(Beginning of Entries shown)

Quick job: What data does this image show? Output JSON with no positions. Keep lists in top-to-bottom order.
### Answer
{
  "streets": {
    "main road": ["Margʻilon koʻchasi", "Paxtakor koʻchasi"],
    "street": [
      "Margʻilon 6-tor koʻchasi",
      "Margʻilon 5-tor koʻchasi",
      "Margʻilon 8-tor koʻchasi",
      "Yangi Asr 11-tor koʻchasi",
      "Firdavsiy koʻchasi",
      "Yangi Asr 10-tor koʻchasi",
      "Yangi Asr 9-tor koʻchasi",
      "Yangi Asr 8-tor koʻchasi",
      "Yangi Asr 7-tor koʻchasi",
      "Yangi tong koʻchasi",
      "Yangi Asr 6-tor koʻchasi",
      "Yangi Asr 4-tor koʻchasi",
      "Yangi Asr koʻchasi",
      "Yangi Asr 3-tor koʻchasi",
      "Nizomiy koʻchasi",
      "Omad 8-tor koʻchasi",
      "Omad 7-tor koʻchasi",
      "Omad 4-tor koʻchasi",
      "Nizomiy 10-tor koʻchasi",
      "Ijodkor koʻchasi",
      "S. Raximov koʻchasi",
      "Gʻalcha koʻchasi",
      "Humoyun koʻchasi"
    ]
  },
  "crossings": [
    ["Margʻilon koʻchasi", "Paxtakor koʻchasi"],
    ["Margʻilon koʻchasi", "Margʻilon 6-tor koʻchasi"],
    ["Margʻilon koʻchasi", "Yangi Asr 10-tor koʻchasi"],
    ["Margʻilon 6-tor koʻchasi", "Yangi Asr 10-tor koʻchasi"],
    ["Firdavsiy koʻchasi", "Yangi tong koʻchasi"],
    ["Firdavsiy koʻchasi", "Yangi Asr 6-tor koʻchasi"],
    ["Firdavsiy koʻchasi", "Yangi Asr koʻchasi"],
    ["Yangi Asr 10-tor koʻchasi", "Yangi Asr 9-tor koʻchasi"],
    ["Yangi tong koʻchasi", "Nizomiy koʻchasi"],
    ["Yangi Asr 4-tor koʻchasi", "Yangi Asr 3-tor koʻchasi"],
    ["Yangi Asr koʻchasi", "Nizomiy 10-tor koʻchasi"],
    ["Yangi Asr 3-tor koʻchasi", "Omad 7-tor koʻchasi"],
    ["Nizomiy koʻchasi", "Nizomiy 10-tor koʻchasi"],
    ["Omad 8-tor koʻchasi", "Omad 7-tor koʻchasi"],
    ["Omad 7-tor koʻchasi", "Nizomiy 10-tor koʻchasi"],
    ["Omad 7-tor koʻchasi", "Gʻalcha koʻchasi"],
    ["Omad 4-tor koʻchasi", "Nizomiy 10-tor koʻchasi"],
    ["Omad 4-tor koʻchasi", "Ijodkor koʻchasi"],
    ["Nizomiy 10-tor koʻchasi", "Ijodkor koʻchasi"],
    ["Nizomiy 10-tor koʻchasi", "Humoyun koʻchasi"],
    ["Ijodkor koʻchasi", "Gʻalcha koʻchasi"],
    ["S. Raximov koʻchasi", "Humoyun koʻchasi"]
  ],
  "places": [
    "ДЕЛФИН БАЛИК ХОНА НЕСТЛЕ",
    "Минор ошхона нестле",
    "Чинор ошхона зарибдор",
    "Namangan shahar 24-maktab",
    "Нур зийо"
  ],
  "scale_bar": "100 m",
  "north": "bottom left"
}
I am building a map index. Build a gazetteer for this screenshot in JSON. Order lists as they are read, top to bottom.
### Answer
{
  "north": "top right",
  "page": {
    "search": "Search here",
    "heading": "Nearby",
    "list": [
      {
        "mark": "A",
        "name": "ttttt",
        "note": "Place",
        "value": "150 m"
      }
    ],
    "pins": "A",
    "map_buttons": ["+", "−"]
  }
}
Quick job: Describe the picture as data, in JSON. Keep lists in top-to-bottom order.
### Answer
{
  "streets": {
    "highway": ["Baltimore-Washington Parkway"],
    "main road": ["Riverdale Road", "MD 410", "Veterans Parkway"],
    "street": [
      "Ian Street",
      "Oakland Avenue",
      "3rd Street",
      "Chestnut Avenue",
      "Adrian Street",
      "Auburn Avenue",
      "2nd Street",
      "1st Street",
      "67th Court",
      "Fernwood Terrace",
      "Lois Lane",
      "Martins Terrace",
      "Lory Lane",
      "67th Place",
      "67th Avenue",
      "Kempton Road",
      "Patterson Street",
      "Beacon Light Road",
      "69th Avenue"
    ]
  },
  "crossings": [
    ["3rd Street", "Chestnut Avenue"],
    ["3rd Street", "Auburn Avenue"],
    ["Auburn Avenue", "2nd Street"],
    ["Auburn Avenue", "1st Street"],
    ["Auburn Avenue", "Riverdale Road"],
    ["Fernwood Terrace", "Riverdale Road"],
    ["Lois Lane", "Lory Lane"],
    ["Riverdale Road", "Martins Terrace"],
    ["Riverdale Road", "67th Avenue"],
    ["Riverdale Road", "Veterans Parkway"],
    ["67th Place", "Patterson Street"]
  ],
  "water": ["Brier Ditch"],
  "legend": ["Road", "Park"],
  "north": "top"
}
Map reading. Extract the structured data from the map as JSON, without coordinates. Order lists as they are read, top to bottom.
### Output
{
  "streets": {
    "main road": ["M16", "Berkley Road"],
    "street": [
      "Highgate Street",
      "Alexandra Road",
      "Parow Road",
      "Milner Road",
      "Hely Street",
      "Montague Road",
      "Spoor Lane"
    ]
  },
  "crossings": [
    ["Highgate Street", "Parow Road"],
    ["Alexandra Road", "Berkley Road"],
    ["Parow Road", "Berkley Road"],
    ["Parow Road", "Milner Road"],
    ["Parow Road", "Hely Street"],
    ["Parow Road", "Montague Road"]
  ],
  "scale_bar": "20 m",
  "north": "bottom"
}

(End of Entries shown)

The task:
Reproduce each entry above exactly, keeping every word.

Task solution:
Quick job: What data does this image show? Output JSON with no positions. Keep lists in top-to-bottom order.
### Answer
{
  "streets": {
    "main road": ["Margʻilon koʻchasi", "Paxtakor koʻchasi"],
    "street": [
      "Margʻilon 6-tor koʻchasi",
      "Margʻilon 5-tor koʻchasi",
      "Margʻilon 8-tor koʻchasi",
      "Yangi Asr 11-tor koʻchasi",
      "Firdavsiy koʻchasi",
      "Yangi Asr 10-tor koʻchasi",
      "Yangi Asr 9-tor koʻchasi",
      "Yangi Asr 8-tor koʻchasi",
      "Yangi Asr 7-tor koʻchasi",
      "Yangi tong koʻchasi",
      "Yangi Asr 6-tor koʻchasi",
      "Yangi Asr 4-tor koʻchasi",
      "Yangi Asr koʻchasi",
      "Yangi Asr 3-tor koʻchasi",
      "Nizomiy koʻchasi",
      "Omad 8-tor koʻchasi",
      "Omad 7-tor koʻchasi",
      "Omad 4-tor koʻchasi",
      "Nizomiy 10-tor koʻchasi",
      "Ijodkor koʻchasi",
      "S. Raximov koʻchasi",
      "Gʻalcha koʻchasi",
      "Humoyun koʻchasi"
    ]
  },
  "crossings": [
    ["Margʻilon koʻchasi", "Paxtakor koʻchasi"],
    ["Margʻilon koʻchasi", "Margʻilon 6-tor koʻchasi"],
    ["Margʻilon koʻchasi", "Yangi Asr 10-tor koʻchasi"],
    ["Margʻilon 6-tor koʻchasi", "Yangi Asr 10-tor koʻchasi"],
    ["Firdavsiy koʻchasi", "Yangi tong koʻchasi"],
    ["Firdavsiy koʻchasi", "Yangi Asr 6-tor koʻchasi"],
    ["Firdavsiy koʻchasi", "Yangi Asr koʻchasi"],
    ["Yangi Asr 10-tor koʻchasi", "Yangi Asr 9-tor koʻchasi"],
    ["Yangi tong koʻchasi", "Nizomiy koʻchasi"],
    ["Yangi Asr 4-tor koʻchasi", "Yangi Asr 3-tor koʻchasi"],
    ["Yangi Asr koʻchasi", "Nizomiy 10-tor koʻchasi"],
    ["Yangi Asr 3-tor koʻchasi", "Omad 7-tor koʻchasi"],
    ["Nizomiy koʻchasi", "Nizomiy 10-tor koʻchasi"],
    ["Omad 8-tor koʻchasi", "Omad 7-tor koʻchasi"],
    ["Omad 7-tor koʻchasi", "Nizomiy 10-tor koʻchasi"],
    ["Omad 7-tor koʻchasi", "Gʻalcha koʻchasi"],
    ["Omad 4-tor koʻchasi", "Nizomiy 10-tor koʻchasi"],
    ["Omad 4-tor koʻchasi", "Ijodkor koʻchasi"],
    ["Nizomiy 10-tor koʻchasi", "Ijodkor koʻchasi"],
    ["Nizomiy 10-tor koʻchasi", "Humoyun koʻchasi"],
    ["Ijodkor koʻchasi", "Gʻalcha koʻchasi"],
    ["S. Raximov koʻchasi", "Humoyun koʻchasi"]
  ],
  "places": [
    "ДЕЛФИН БАЛИК ХОНА НЕСТЛЕ",
    "Минор ошхона нестле",
    "Чинор ошхона зарибдор",
    "Namangan shahar 24-maktab",
    "Нур зийо"
  ],
  "scale_bar": "100 m",
  "north": "bottom left"
}
I am building a map index. Build a gazetteer for this screenshot in JSON. Order lists as they are read, top to bottom.
### Answer
{
  "north": "top right",
  "page": {
    "search": "Search here",
    "heading": "Nearby",
    "list": [
      {
        "mark": "A",
        "name": "ttttt",
        "note": "Place",
        "value": "150 m"
      }
    ],
    "pins": "A",
    "map_buttons": ["+", "−"]
  }
}
Quick job: Describe the picture as data, in JSON. Keep lists in top-to-bottom order.
### Answer
{
  "streets": {
    "highway": ["Baltimore-Washington Parkway"],
    "main road": ["Riverdale Road", "MD 410", "Veterans Parkway"],
    "street": [
      "Ian Street",
      "Oakland Avenue",
      "3rd Street",
      "Chestnut Avenue",
      "Adrian Street",
      "Auburn Avenue",
      "2nd Street",
      "1st Street",
      "67th Court",
      "Fernwood Terrace",
      "Lois Lane",
      "Martins Terrace",
      "Lory Lane",
      "67th Place",
      "67th Avenue",
      "Kempton Road",
      "Patterson Street",
      "Beacon Light Road",
      "69th Avenue"
    ]
  },
  "crossings": [
    ["3rd Street", "Chestnut Avenue"],
    ["3rd Street", "Auburn Avenue"],
    ["Auburn Avenue", "2nd Street"],
    ["Auburn Avenue", "1st Street"],
    ["Auburn Avenue", "Riverdale Road"],
    ["Fernwood Terrace", "Riverdale Road"],
    ["Lois Lane", "Lory Lane"],
    ["Riverdale Road", "Martins Terrace"],
    ["Riverdale Road", "67th Avenue"],
    ["Riverdale Road", "Veterans Parkway"],
    ["67th Place", "Patterson Street"]
  ],
  "water": ["Brier Ditch"],
  "legend": ["Road", "Park"],
  "north": "top"
}
Map reading. Extract the structured data from the map as JSON, without coordinates. Order lists as they are read, top to bottom.
### Output
{
  "streets": {
    "main road": ["M16", "Berkley Road"],
    "street": [
      "Highgate Street",
      "Alexandra Road",
      "Parow Road",
      "Milner Road",
      "Hely Street",
      "Montague Road",
      "Spoor Lane"
    ]
  },
  "crossings": [
    ["Highgate Street", "Parow Road"],
    ["Alexandra Road", "Berkley Road"],
    ["Parow Road", "Berkley Road"],
    ["Parow Road", "Milner Road"],
    ["Parow Road", "Hely Street"],
    ["Parow Road", "Montague Road"]
  ],
  "scale_bar": "20 m",
  "north": "bottom"
}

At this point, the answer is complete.